We used to fight about who got to be Miss Scarlet.

She was the most beautiful character on the box,

her slender waist, her long black hair, her scarlet lips.

 

Her slender waist. It was as if we thought that by moving

a red plastic piece around the board, we, too,

would be more beautiful. With a roll of the dice,

 

she would glide across the square tiles from the library

to the billiard room, would take the underground tunnel

between the conservatory and the lounge.

 

As I filled in the squares on my brown detective pad,

I imagined long red acrylics on my stubby broken nails.

Oh she was everything we were not. She was mysterious,

 

she hung out in a mansion with a ballroom and study.

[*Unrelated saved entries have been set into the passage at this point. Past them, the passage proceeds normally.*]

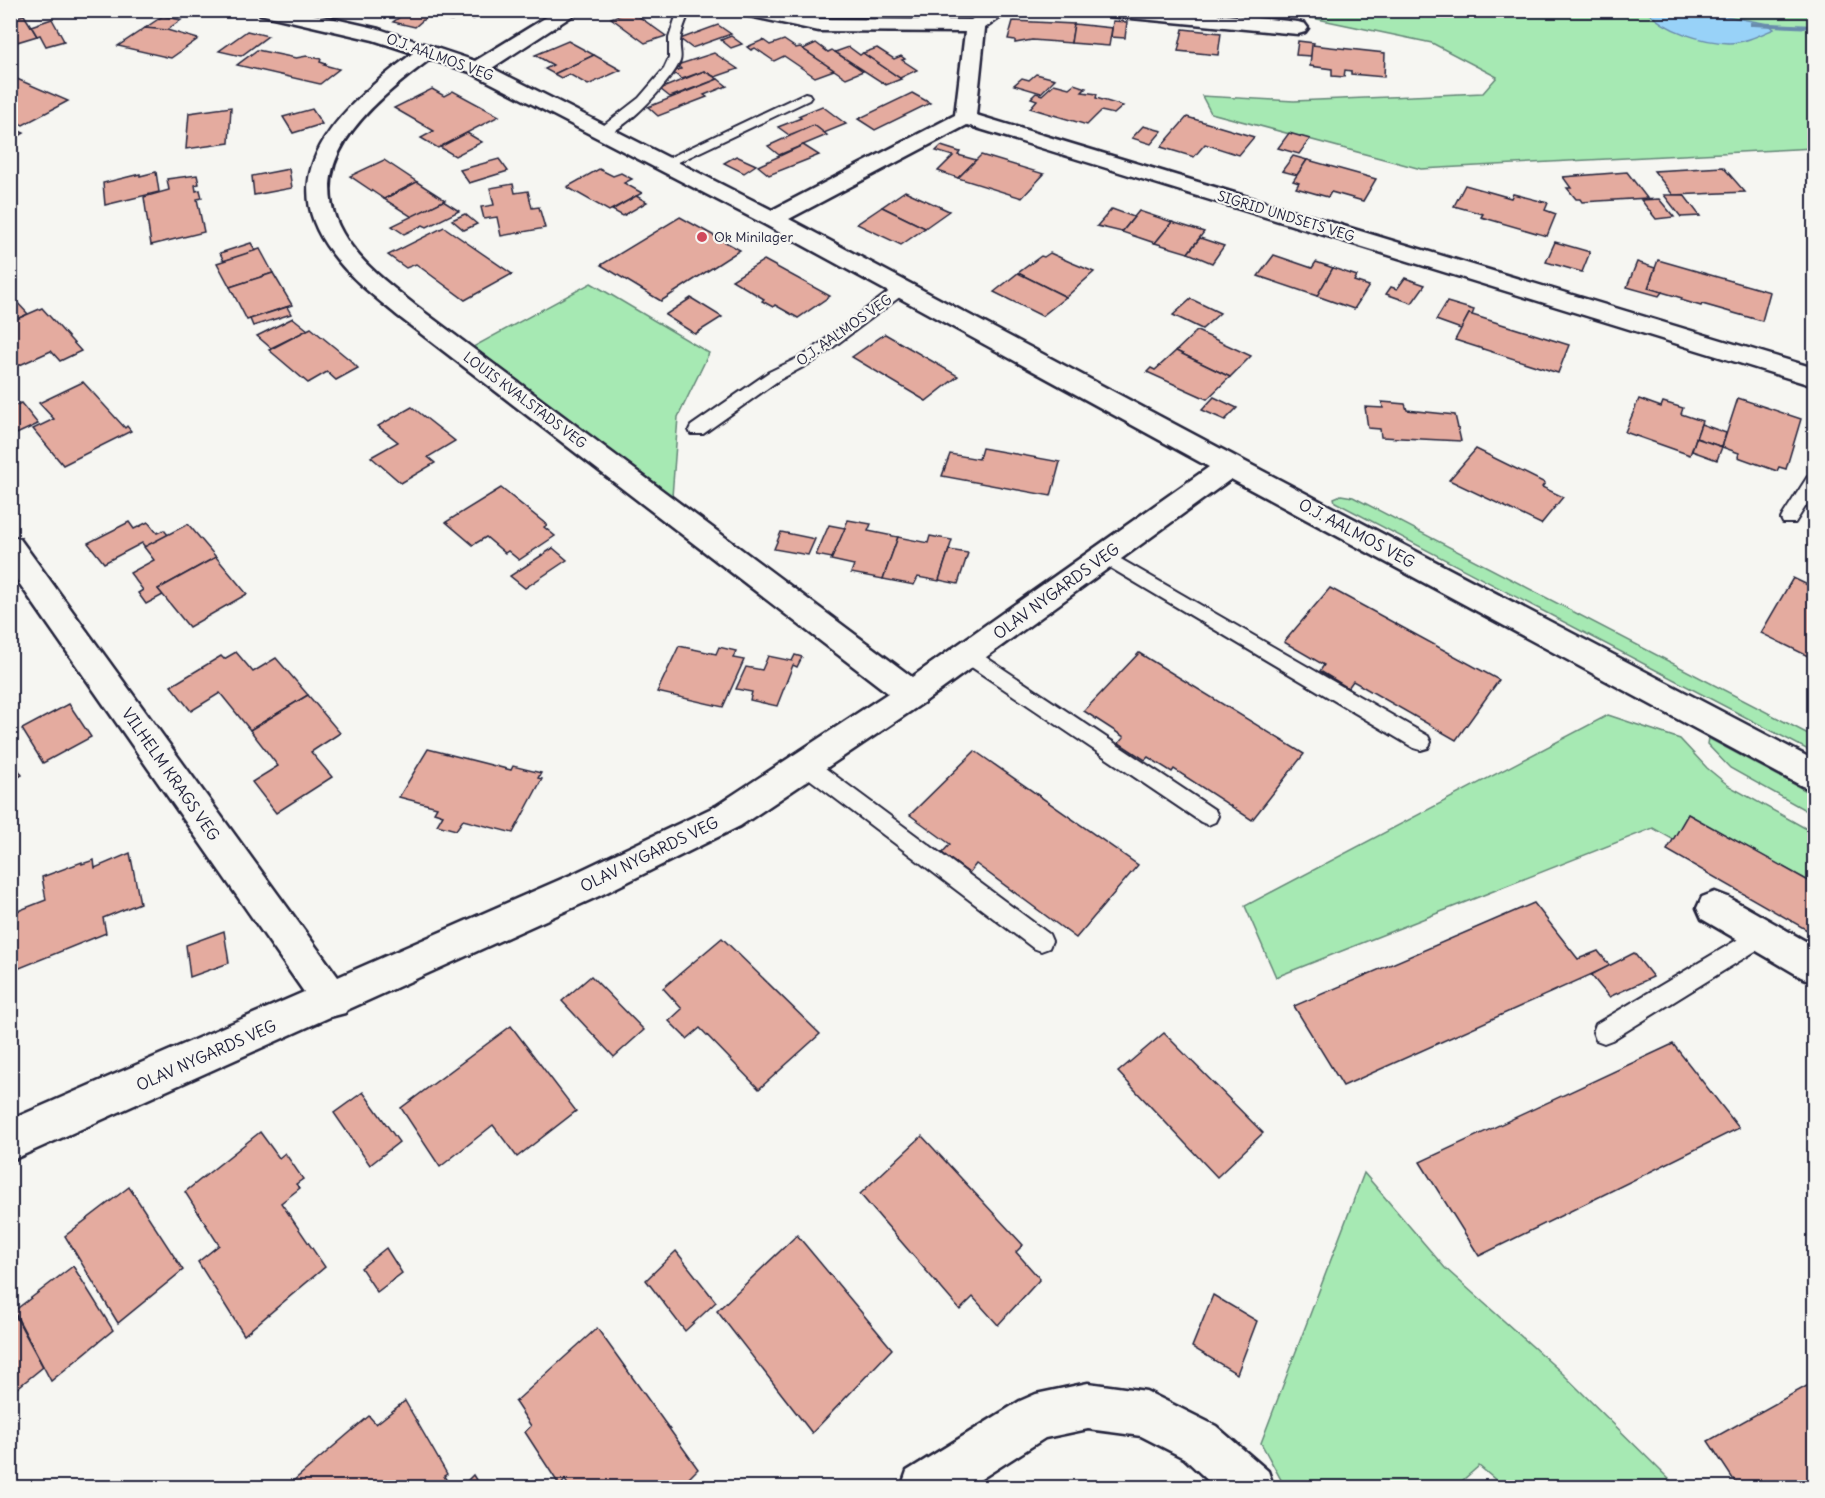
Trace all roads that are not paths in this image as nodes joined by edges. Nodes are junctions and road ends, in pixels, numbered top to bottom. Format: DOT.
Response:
graph roads {
  1 [pos="267,10"];
  2 [pos="572,10"];
  3 [pos="684,10"];
  4 [pos="747,10"];
  5 [pos="1002,10"];
  6 [pos="1110,10"];
  7 [pos="975,26"];
  8 [pos="1298,28"];
  9 [pos="428,51"];
  10 [pos="477,68"];
  11 [pos="805,97"];
  12 [pos="965,118"];
  13 [pos="603,132"];
  14 [pos="663,164"];
  15 [pos="772,219"];
  16 [pos="900,290"];
  17 [pos="1815,377"];
  18 [pos="697,430"];
  19 [pos="1230,466"];
  20 [pos="1815,480"];
  21 [pos="1789,519"];
  22 [pos="10,547"];
  23 [pos="1105,556"];
  24 [pos="968,655"];
  25 [pos="912,694"];
  26 [pos="1421,742"];
  27 [pos="806,765"];
  28 [pos="1815,776"];
  29 [pos="1208,816"];
  30 [pos="1715,908"];
  31 [pos="1762,934"];
  32 [pos="1041,941"];
  33 [pos="1815,964"];
  34 [pos="332,1000"];
  35 [pos="1604,1032"];
  36 [pos="10,1141"];
  37 [pos="924,1488"];
  38 [pos="1251,1488"];
  1 -- 9 [label="street, O.J. AALMOS VEG"];
  2 -- 10 [label="street"];
  3 -- 13 [label="lane"];
  4 -- 7 [label="street"];
  5 -- 7 [label="street"];
  6 -- 8 [label="street"];
  7 -- 12 [label="street"];
  9 -- 10 [label="street, O.J. AALMOS VEG"];
  9 -- 25 [label="street, LOUIS KVALSTADS VEG"];
  10 -- 13 [label="street, O.J. AALMOS VEG"];
  11 -- 14 [label="lane"];
  12 -- 15 [label="street"];
  12 -- 17 [label="street, SIGRID UNDSETS VEG"];
  13 -- 14 [label="street, O.J. AALMOS VEG"];
  14 -- 15 [label="street, O.J. AALMOS VEG"];
  15 -- 16 [label="street, O.J. AALMOS VEG"];
  16 -- 18 [label="lane, O.J. AALMOS VEG"];
  16 -- 19 [label="street, O.J. AALMOS VEG"];
  19 -- 23 [label="street, OLAV NYGARDS VEG"];
  19 -- 28 [label="street, O.J. AALMOS VEG"];
  20 -- 21 [label="lane"];
  22 -- 34 [label="street, VILHELM KRAGS VEG"];
  23 -- 24 [label="street, OLAV NYGARDS VEG"];
  23 -- 26 [label="lane"];
  24 -- 25 [label="street, OLAV NYGARDS VEG"];
  24 -- 29 [label="lane"];
  25 -- 27 [label="street, OLAV NYGARDS VEG"];
  27 -- 32 [label="lane"];
  27 -- 34 [label="street, OLAV NYGARDS VEG"];
  30 -- 31 [label="street"];
  31 -- 33 [label="street"];
  31 -- 35 [label="lane"];
  34 -- 36 [label="street, OLAV NYGARDS VEG"];
  37 -- 38 [label="street"];
}
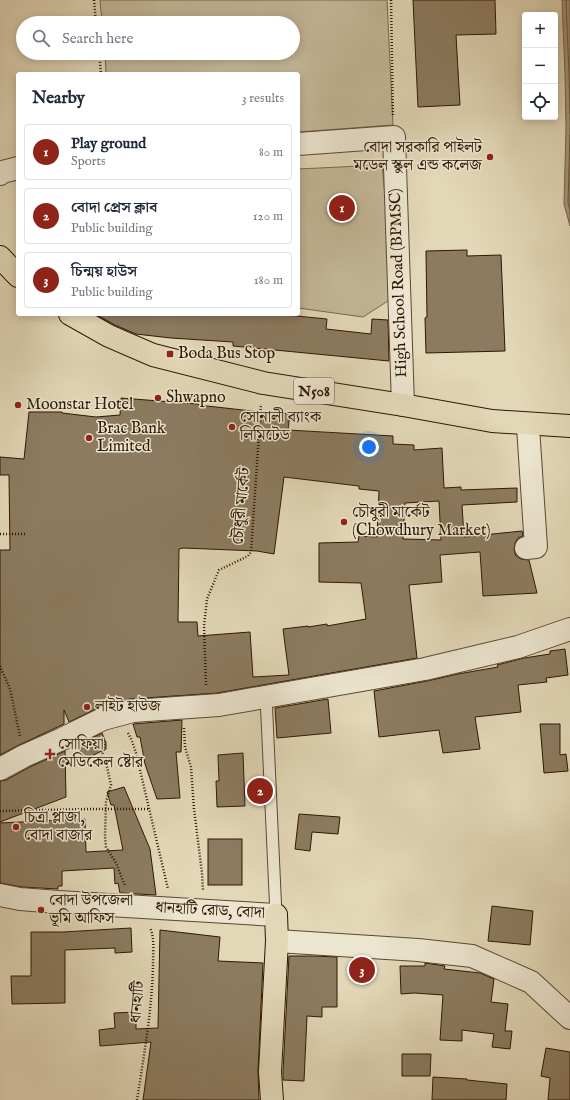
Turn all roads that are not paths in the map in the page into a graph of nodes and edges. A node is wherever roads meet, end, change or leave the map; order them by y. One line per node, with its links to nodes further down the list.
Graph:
1 (300, 144): 7 (street, High School Road (BPMSC))
2 (16, 168): 3 (street)
3 (0, 174)
4 (0, 257): 5 (main road)
5 (16, 274)
6 (74, 316): 7 (main road, N508)
7 (403, 405): 8 (main road, N508)
8 (570, 426)
9 (528, 427): 10 (street)
10 (526, 548)
11 (570, 628): 12 (street)
12 (266, 696): 13 (street); 15 (lane)
13 (0, 769)
14 (0, 895): 15 (street, ধানহাটি রোড, বোদা)
15 (276, 915): 16 (main road)
16 (277, 941): 17 (street); 18 (main road)
17 (570, 1018)
18 (272, 1100)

She was elegant, thin and rich. And when things went wrong,

and they always did, she and her friends, Miss Peacock, Mrs. White,

 

they always figured it out by the end of the game

just who had been the killer, and what weapon they used—

the silver candlestick, the knife.

 

Did we really believe that beauty would help us

to figure things out? We decided at some point

to try that route. The game gathered dust

 

as we turned to stealing our mother’s make up

and styling each other’s hair, then watching

our weight, then not eating at all.

 

We were our own killers then. Our own weapons, too.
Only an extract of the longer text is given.